Under cover of darkness, Danya and three other operators silently landed five hundred meters from the bus. They’d parachuted from high altitude. Their black canopies, shaped like air foils, had allowed the team to literally fly their chutes to the landing zone. The plan was straightforward: Pair up and form two teams. Flank the camp, shoot the terrorists, and extract the children. Although it sounded simple, she knew the truth.

Once the site was secure, a ground team would race in to provide transportation back to safety. Five military helicopters would be in the air and ready to transport the most severely wounded to the nearest hospital. Medical teams onboard each aircraft would include trauma nurses and doctors with the capability to undertake emergency surgery. The mission planners didn’t think this was merely a possibility, but rather a guaranteed outcome.

At least one drone was always overhead, unseen and unheard, providing a direct video link. Just before the Mossad team exited their C130 aircraft, the images showed the school bus illuminated by the flickering light from two small fires, one on either side of the school bus. The high-resolution video also revealed the terrorists—five total—on a roaming patrol around the bus, establishing a perimeter only twenty meters away from the vehicle.

The two Mossad teams, designated Alpha and Omega, landed and released their chutes. After a final update, they split to flank the bus. The black sky was marked by thousands of tiny points of light, but the moon had yet to rise. With the aid of state-of-the-art military night-vision goggles, the darkness did not present an impediment to Danya and her teammates.

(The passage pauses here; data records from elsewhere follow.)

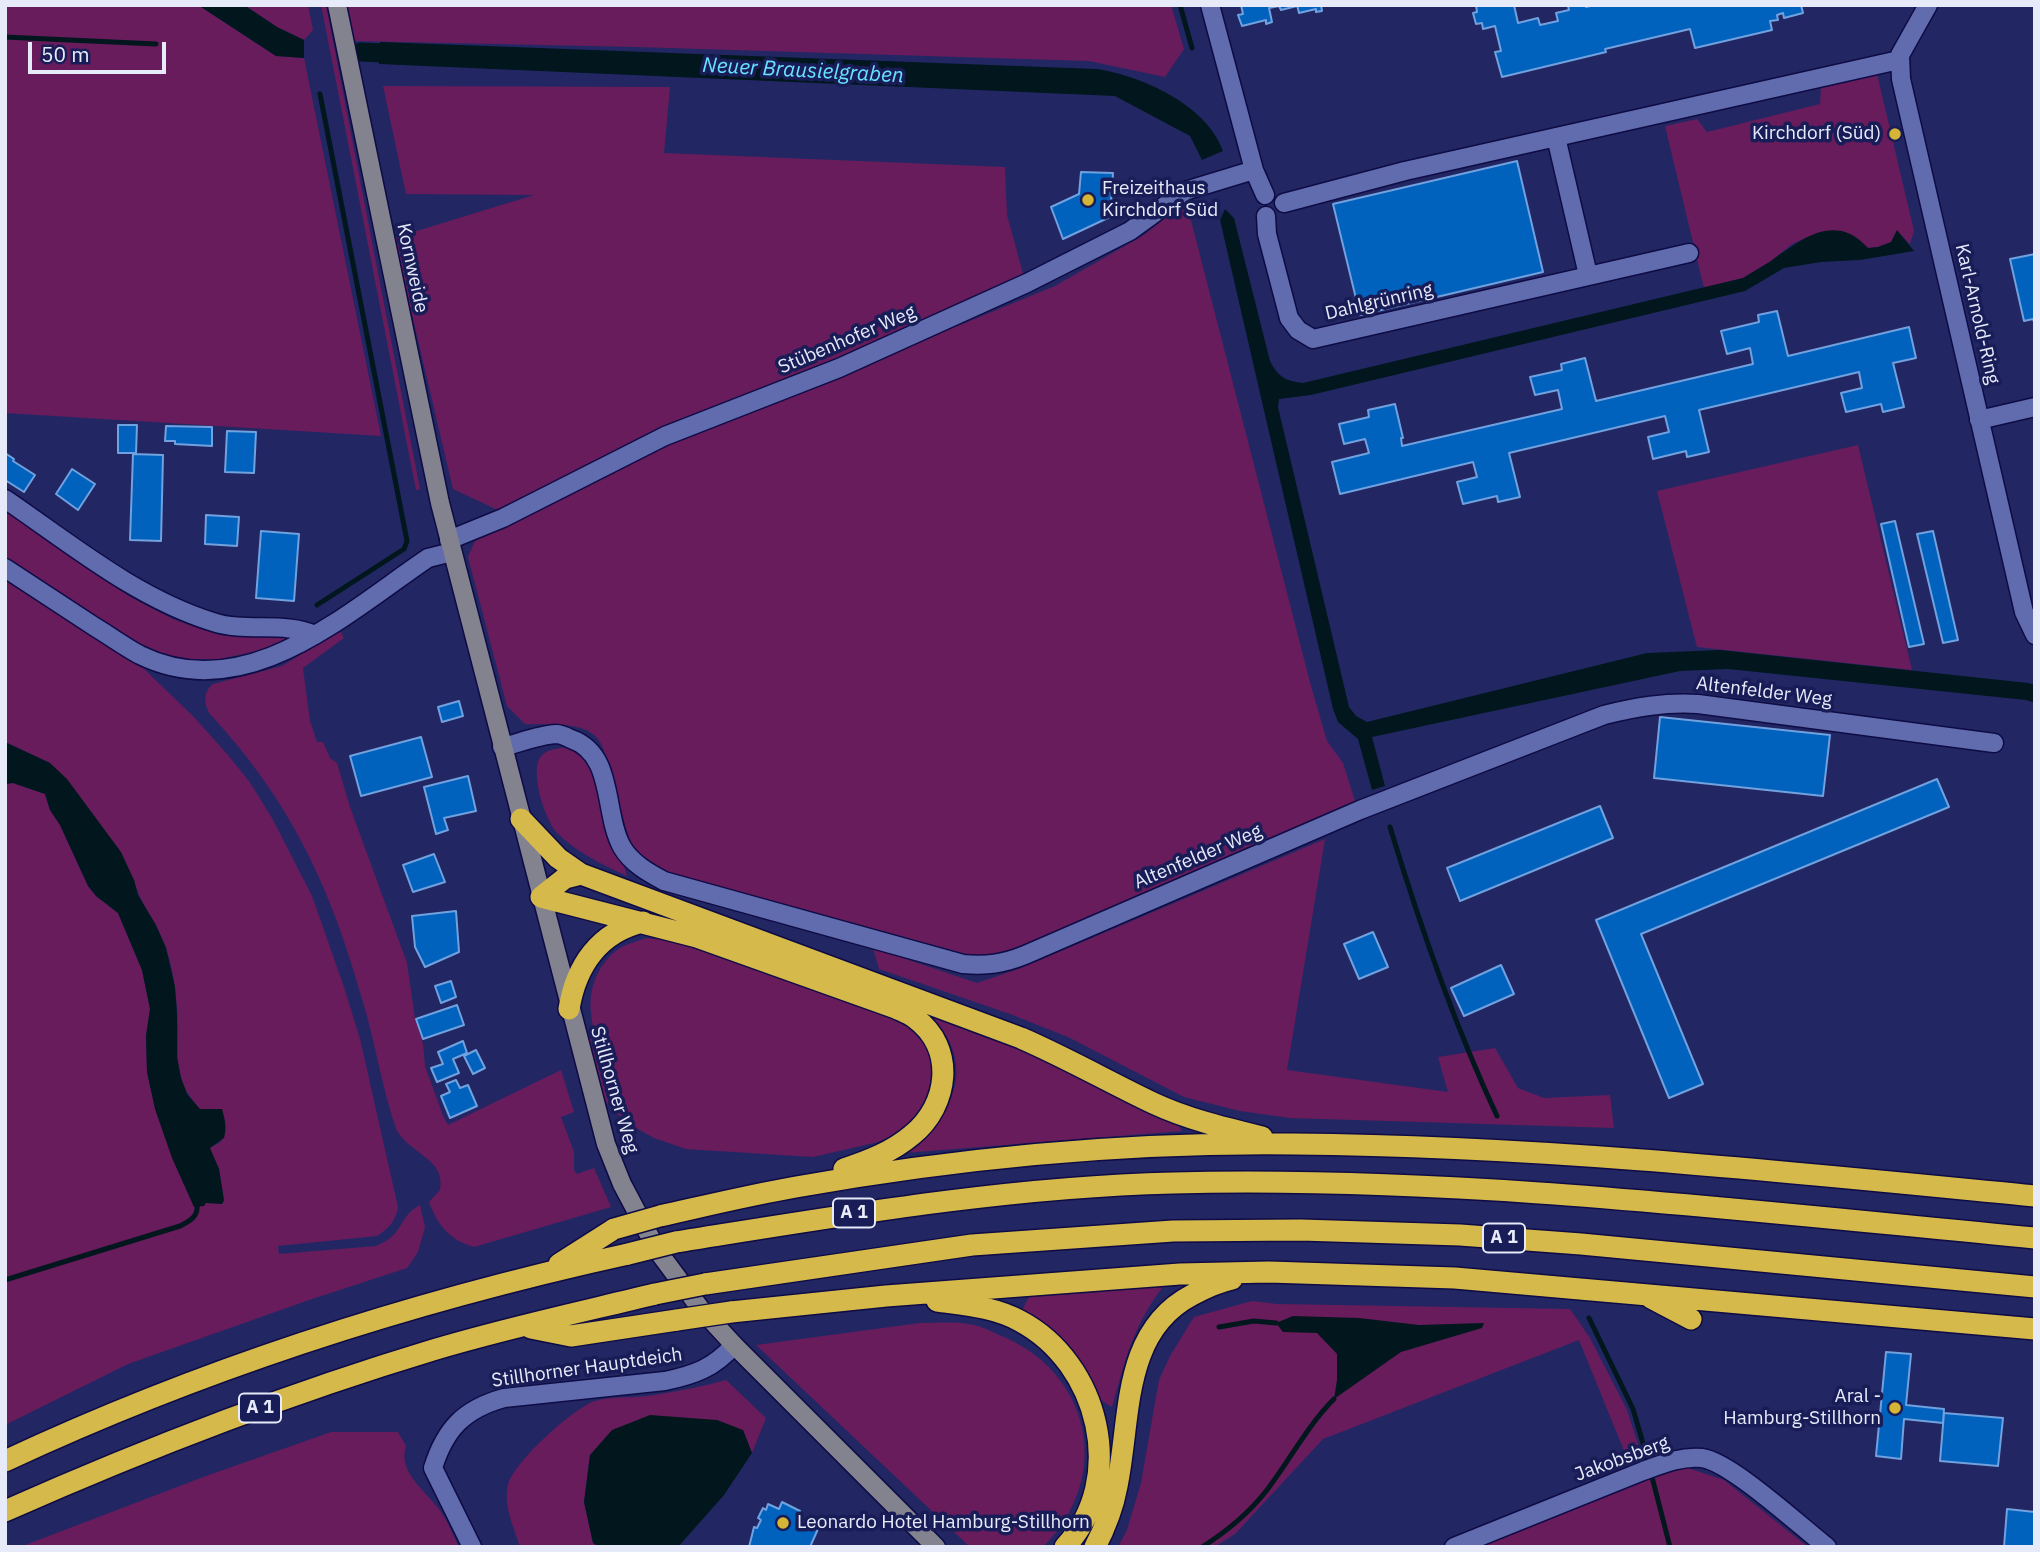 <!DOCTYPE html>
<html>
<head>
<meta charset="utf-8">
<style>
	body { margin:0 }
	#map { position:relative; width:2040px; height:1552px; overflow:hidden; background:#222763; font-family:"IBM Plex Sans",sans-serif }
	canvas { display:block }
	.frame { position:absolute; inset:0; border:7px solid #e6eaf9; pointer-events:none }
	.scale { position:absolute; left:28px; top:42px; width:138px; height:32px; box-sizing:border-box; border:4px solid #e6eaf9; border-top:0; padding-left:9px; font-size:21px; line-height:24px; white-space:nowrap; color:#e6eaf9; -webkit-text-stroke:5px #191d57; paint-order:stroke }
</style>
</head>
<body>
<div id="map">
<canvas width="2040" height="1552"></canvas>
<div class="frame"></div>
<div class="scale">50 m</div>
</div>
<script>
const ctx = document.querySelector('canvas').getContext('2d');
ctx.lineJoin = 'round';
function fillPath(path, color) { ctx.fillStyle = color; ctx.fill(path, 'evenodd'); }
function stroke(path, color, width, dash) { ctx.strokeStyle = color; ctx.lineWidth = width; ctx.lineCap = dash ? 'butt' : 'round'; ctx.setLineDash(dash || []); ctx.stroke(path); }
function write(font, color, halo, rows, align = 'center') {
  ctx.font = font + ' "IBM Plex Sans",sans-serif'; ctx.lineWidth = 7; ctx.setLineDash([]); ctx.textBaseline = 'middle'; ctx.strokeStyle = halo; ctx.fillStyle = color; for (const [text, x, y, turn = 0] of rows) {
    ctx.save(); ctx.translate(x, y); ctx.rotate((+turn || 0) * Math.PI / 180); ctx.textAlign = isNaN(turn) ? turn : align; if (halo) ctx.strokeText(text, 0, 0); ctx.fillText(text, 0, 0); ctx.restore();
  }
}
fillPath(new Path2D(`
	M5,5H198L276,56L304,58L381,436L5,413Z
	M244,5H308L313,30L304,40L277,27Z
	M321,5H326L420,489L416,490Z
	M347,5H1171L1184,49L1165,77L1089,61L636,47L354,41Z
	M1877,74L1914,231L1910,244L1897,231L1892,242L1878,247L1868,248L1859,240L1810,236L1792,244L1771,261L1743,278L1704,288L1665,126L1697,119L1707,132L1820,104L1821,87Z
	M383,86L670,87L664,153L1005,167L1007,215L1025,281L663,431L502,512L453,489L394,238L534,195L406,194Z
	M1186,201L1311,686L1327,741L1343,763L1355,801L1020,947L998,955L981,958L668,872C618,848 619,813 608,764C606,755 602,741 594,735C578,721 545,725 525,724L507,706L468,557L475,541L670,444L1055,286L1144,235Z
	M1858,445L1912,670L1697,647L1657,491Z
	M5,507L129,596L173,619L220,635H285L287,639L258,651L219,659H187L168,655L149,650L132,641L5,559Z
	M5,578L144,669L195,718L227,754L249,781L272,818L312,896L343,984L360,1039L398,1207C396,1221 388,1229 377,1236L278,1246L279,1254L376,1246C405,1235 398,1216 420,1205L425,1227L418,1252L407,1268L309,1300L128,1364L5,1425V784L13,783L45,794L50,810L60,825L88,886L96,896L118,913L142,970L150,1009L146,1036L147,1072L155,1108L194,1206L206,1202L222,1204L224,1201L219,1169L209,1148L221,1142L206,1109L200,1110C192,1099 184,1090 181,1077C176,1061 178,1045 178,1029C177,1002 175,974 166,948C158,924 140,905 134,880L50,763L5,742Z
	M340,631L344,638L303,668L310,721L317,742H323L330,758L337,763L350,807L407,963L415,1019L423,1044L425,1066L443,1116L448,1125L561,1070L574,1112L561,1117L574,1152V1170L577,1174L594,1168L611,1207L474,1247C450,1240 438,1226 429,1202L440,1190C446,1159 412,1155 397,1131C382,1090 376,1045 363,1002C331,888 291,801 209,713C204,702 203,692 213,684L282,666Z
	M566,747C606,764 594,808 610,842C616,854 624,862 627,876C601,864 578,853 557,833C545,820 529,771 541,756C547,749 557,749 566,747Z
	M1325,839L1287,1070L1448,1092L1438,1057L1495,1048L1518,1088L1544,1098L1610,1095L1614,1128L1290,1118L1240,1111L1184,1097L1068,1037L1010,1014L879,969L873,948L977,983L1021,968Z
	M646,938L676,941L905,1023L926,1046L933,1070L931,1096L917,1117L902,1132L878,1142L813,1157L686,1149L654,1138L627,1123L604,1100L588,1044C596,1031 592,1027 591,1012C588,988 599,962 620,948C627,944 638,941 646,938Z
	M927,1011L1060,1063L1176,1121L1182,1131L904,1153C941,1125 973,1085 947,1037C942,1028 933,1019 927,1011Z
	M1165,1284C1133,1325 1126,1358 1112,1407L1099,1399L1067,1344L1022,1311L1029,1296Z
	M1252,1301L1277,1304L1570,1309L1590,1338L1627,1410L1644,1463L1631,1468L1579,1340L1323,1439L1235,1534L1214,1547H1118L1127,1530L1141,1483L1159,1380L1170,1356L1194,1317Z
	M920,1323C937,1323 957,1321 974,1325C982,1327 991,1331 999,1335C1091,1371 1114,1477 1043,1547H970L756,1345Z
	M726,1380L766,1418L752,1453L743,1430L590,1455L584,1502L593,1543L599,1547H520C514,1527 503,1506 508,1485C513,1463 573,1408 595,1401C611,1396 631,1398 648,1396C674,1392 700,1387 726,1380Z
	M331,1432H398L406,1446C397,1473 427,1491 441,1512C448,1522 453,1535 459,1547H20L206,1476Z
	M1688,1468L1724,1480L1808,1547H1475L1661,1472Z`), '#681c5c');
fillPath(new Path2D(`
	M198,5H244L277,27L304,40V58L276,56Z
	M380,42L1097,69C1142,76 1207,105 1223,151L1202,160L1190,136L1115,96L379,64Z
	M1225,209L1234,218L1270,361C1278,377 1286,381 1303,383L1743,278C1752,272 1762,267 1771,261C1793,246 1821,221 1850,234C1857,237 1863,243 1868,248L1878,247L1891,242L1897,230L1914,251L1860,260L1821,262L1784,268L1745,291L1311,395L1279,399L1278,407L1349,707L1356,716L1367,722L1647,653L1720,650L2028,683L2035,685V703L2026,700L1728,669L1680,671L1372,737L1385,786L1372,790L1358,739L1338,722L1333,709L1220,220Z
	M5,742L50,763L67,779L121,852L134,880L138,895L156,925L166,948L175,987L177,1014V1057L181,1078L187,1094L200,1109H222C225,1120 227,1128 224,1138L210,1148L219,1169L224,1200L222,1204L206,1203L204,1206L194,1207L172,1158L155,1109L147,1072L146,1036L150,1009L142,970L118,913L96,896L88,886L60,825L50,810L45,794L13,783L5,784Z
	M1293,1316L1359,1318L1419,1325L1484,1323L1482,1328L1401,1352L1334,1399L1337,1380V1354L1317,1333L1283,1332L1276,1323Z
	M650,1415L717,1420L743,1430L752,1453L724,1495L678,1547H599L593,1543L584,1502L590,1455L612,1430Z`), '#01171d');
stroke(new Path2D(`
	M1180,5L1192,48
	M5,37L156,44
	M317,605L404,549L407,541L320,94
	M1390,827C1420,926 1453,1022 1497,1116
	M5,1280L180,1226C192,1220 199,1216 197,1201
	M1589,1318L1633,1409L1649,1464
	M1219,1327L1254,1321L1276,1323
	M1651,1473L1670,1547
	M1202,1547C1226,1532 1249,1513 1267,1490C1290,1460 1307,1426 1334,1399`), '#01171d', 5);
stroke(new Path2D(`
	M361,52L404,54`), '#01171d', 19);
const building = new Path2D(`
	M1241,5H1297V6L1281,10L1279,6L1269,8L1272,22L1266,24V20L1242,26L1238,15L1243,14Z
	M1297,5H1321L1322,11L1316,12V9L1299,13Z
	M1476,5H1514L1518,23L1538,18L1540,25L1558,21L1556,13L1569,10L1568,6L1572,5H1586V7L1595,5H1801L1803,13L1784,18L1783,13L1777,15L1778,20L1770,21L1772,30L1695,48L1690,29L1605,49L1606,52L1502,77L1495,52L1501,51L1495,26L1483,29L1482,23L1476,24L1473,13L1477,12Z
	M1517,161L1543,272L1360,315L1333,204Z
	M1081,172L1113,173L1110,217L1063,239L1051,207L1079,194Z
	M2035,254V325L2033,319L2024,321L2010,259Z
	M1777,311L1788,356L1909,327L1916,358L1893,363L1904,407L1883,412L1881,404L1846,412L1841,393L1862,388L1859,372L1699,410L1709,452L1687,457L1686,451L1653,459L1648,437L1669,432L1665,416L1509,453L1520,497L1498,502L1497,496L1463,504L1457,482L1477,477L1473,462L1340,494L1332,462L1369,453L1365,439L1344,444L1339,424L1369,417L1368,410L1395,404L1403,438H1401L1402,446L1562,409L1558,390L1535,395L1530,377L1562,370L1561,364L1585,358L1596,401L1753,364L1750,348L1727,354L1721,331L1759,322L1758,315Z
	M118,425H137L136,453H118Z
	M166,426L212,427V446L175,444V441H165Z
	M227,431L256,432L254,473L225,472Z
	M5,453L14,459L13,461L35,475L24,492L5,480Z
	M133,454L163,455L161,541L130,540Z
	M72,469L95,484L78,510L56,494Z
	M206,515L239,517L237,546L205,544Z
	M1895,521L1924,644L1909,647L1881,524Z
	M261,531L299,534L294,601L256,598Z
	M1933,531L1958,640L1943,643L1917,534Z
	M459,701L463,716L442,722L438,707Z
	M1660,717L1830,735L1823,796L1654,778Z
	M421,737L432,777L361,796L350,756Z
	M468,776L476,811L444,818L448,830L436,834L424,787Z
	M1937,779L1949,807L1641,934L1703,1084L1669,1098L1596,920Z
	M1600,806L1613,838L1460,901L1447,868Z
	M434,854L445,882L413,892L403,865Z
	M456,911L459,952L425,967L415,947L412,916Z
	M1373,932L1388,967L1359,979L1344,944Z
	M1501,965L1514,994L1464,1016L1451,988Z
	M451,981L456,997L441,1003L435,986Z
	M457,1005L464,1025L423,1039L416,1019Z
	M463,1041L467,1053L453,1059L459,1073L437,1082L431,1068L443,1064L438,1052Z
	M476,1050L485,1068L473,1074L464,1056Z
	M456,1080L460,1088L468,1085L477,1106L450,1118L441,1096L450,1092L446,1084Z
	M1886,1352L1911,1354L1906,1405L1944,1409L1943,1423L1904,1419L1901,1459L1876,1456Z
	M1944,1413L2003,1418L1998,1466L1940,1461Z
	M782,1502L800,1511L796,1518L818,1529L810,1547H749L754,1527L757,1528L761,1520L758,1518L763,1508L766,1510L768,1504L779,1509Z
	M2007,1509L2035,1512V1547H2004Z`);
fillPath(building, '#0162be');
stroke(building, '#71a1de', 2);
const street = new Path2D(`
	M1210,5L1254,170L1265,195
	M1928,5L1900,55L1901,79L2024,612L2035,635
	M1556,137L1588,275
	M1284,203L1405,171L1899,60
	M1266,216L1267,234L1289,318L1298,330L1313,339L1689,253
	M1979,420L2035,407
	M5,499C71,544 136,598 213,622C246,633 284,621 315,635
	M449,540L503,518L665,436L839,368L1027,283L1130,231L1185,191L1254,170
	M5,568C35,588 65,607 95,627C110,636 125,647 140,655C246,707 345,614 428,558L452,552
	M502,747C519,743 539,735 556,734C561,734 567,737 571,739C615,754 603,813 622,847C631,863 649,873 664,881L963,964C987,966 1003,964 1025,955L1360,810L1604,715C1636,707 1665,702 1698,704L1994,743
	M472,1547L433,1468C445,1429 464,1409 504,1398L665,1381C694,1375 714,1368 734,1345
	M1454,1547L1643,1471C1662,1464 1681,1456 1702,1458C1731,1462 1800,1526 1827,1547`);
const secondary = new Path2D(`
	M337,5L440,503L606,1144L622,1184L657,1250L700,1308L734,1345L936,1547`);
const highway = new Path2D(`
	M521,819L558,858L581,874L1021,1038C1067,1058 1109,1082 1153,1103C1187,1119 1225,1128 1262,1137
	M541,897L697,937L896,1008C902,1011 910,1014 915,1018C956,1048 949,1105 912,1135C892,1152 868,1161 844,1169
	M541,897L565,878L581,874
	M569,1009C576,966 599,932 643,922
	M660,1216C705,1206 750,1195 796,1187C959,1158 1128,1142 1294,1144C1542,1146 1788,1172 2035,1196
	M676,1242C840,1216 1006,1187 1173,1183C1461,1176 1748,1211 2035,1238
	M559,1264L614,1229
	M705,1284L972,1245L1173,1231L1301,1230L1460,1235L1581,1244L2035,1287
	M1651,1298L1691,1319
	M937,1301C966,1305 995,1307 1020,1321C1099,1363 1128,1479 1065,1547
	M731,1312L886,1296L1180,1274L1269,1272L1455,1278L2035,1329
	M531,1328L571,1336L677,1320
	M5,1461C204,1368 414,1301 628,1254
	M5,1511C145,1449 287,1394 433,1350C506,1328 581,1312 655,1294
	M1095,1547C1105,1528 1113,1508 1117,1486C1131,1419 1121,1332 1192,1295C1205,1288 1218,1282 1232,1279`);
stroke(street, '#0e0b45', 21);
stroke(secondary, '#0e0b45', 21);
stroke(highway, '#0e0b45', 24);
stroke(street, '#606cad', 18);
stroke(secondary, '#83838f', 18);
stroke(highway, '#d5b94a', 21);
const highwayBridge = new Path2D(`
	M614,1229L660,1216
	M628,1254L676,1242
	M655,1294L705,1284
	M677,1320L731,1312`);
stroke(highwayBridge, '#0e0b45', 24, []);
stroke(highwayBridge, '#d5b94a', 21);
for (const [x, y, r, color] of [
	[1895,134,7,"#d5b535"],
	[1088,200,7,"#d5b535"],
	[1895,1408,7,"#d5b535"],
	[783,1523,7,"#d5b535"]
]) { const dot = new Path2D(); dot.arc(x, y, r, 0, 2 * Math.PI); ctx.fillStyle = color; ctx.fill(dot); stroke(dot, '#191d57', 2.5); }
for (const [x, y, w] of [
	[854,1213,42],
	[1504,1238,42],
	[260,1408,42]
]) { const box = new Path2D(); box.roundRect(x - w / 2, y - 14.5, w, 29, 5); ctx.fillStyle = '#191d57'; ctx.fill(box); stroke(box, '#e6eaf9', 2); }
write('bold 18px', '#e6eaf9', null, [
	["A 1",854,1213],
	["A 1",1504,1238],
	["A 1",260,1408]
]);
write('19px', '#e6eaf9', '#191d57', [
	["Kirchdorf (Süd)",1881,134],
	["Freizeithaus",1102,189,"left"],
	["Kirchdorf Süd",1102,211,"left"],
	["Aral -",1881,1397],
	["Hamburg-Stillhorn",1881,1419],
	["Leonardo Hotel Hamburg-Stillhorn",797,1523,"left"]
], 'right');
write('19px', '#e6eaf9', '#191d57', [
	["Kornweide",412,268,78],
	["Dahlgrünring",1379,302,-13],
	["Karl-Arnold-Ring",1977,314,77],
	["Stübenhofer Weg",847,340,-23],
	["Altenfelder Weg",1764,692,7],
	["Altenfelder Weg",1198,857,-23],
	["Stillhorner Weg",614,1090,74],
	["Stillhorner Hauptdeich",587,1368,-8],
	["Jakobsberg",1622,1459,-20]
]);
write('italic 21px', '#68e3ff', '#191d57', [
	["Neuer Brausielgraben",803,71,3]
]);
</script>
</body>
</html>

As if it were a sunlit day, they slipped to their positions two hundred meters from the bus.

She was the spotter. Her shooter was a man named Seth Meier. Before this mission, she’d never met Seth, but their brief introductions onboard the C130 led her to believe he was a disciplined and capable operator.

Once in position, Seth quickly set his weapon—an Israeli Weapons Industries DAN .338 Bolt-Action Sniper Rifle chambered for the powerful Lapua Magnum round, topped with a high-power scope on its bipod—and dropped into a prone position behind the stock. At two hundred meters, he could hit a dime nine times out of ten. And the .338 caliber bullet, traveling more than twice the speed of sound, was lethal.

Danya reached into her pack and removed a high-magnification spotting scope, configured for low-light amplification.

“I’ve got three tangos,” she whispered. “The other two must be on the far side of the bus. Standard AKs fitted with suppressors.”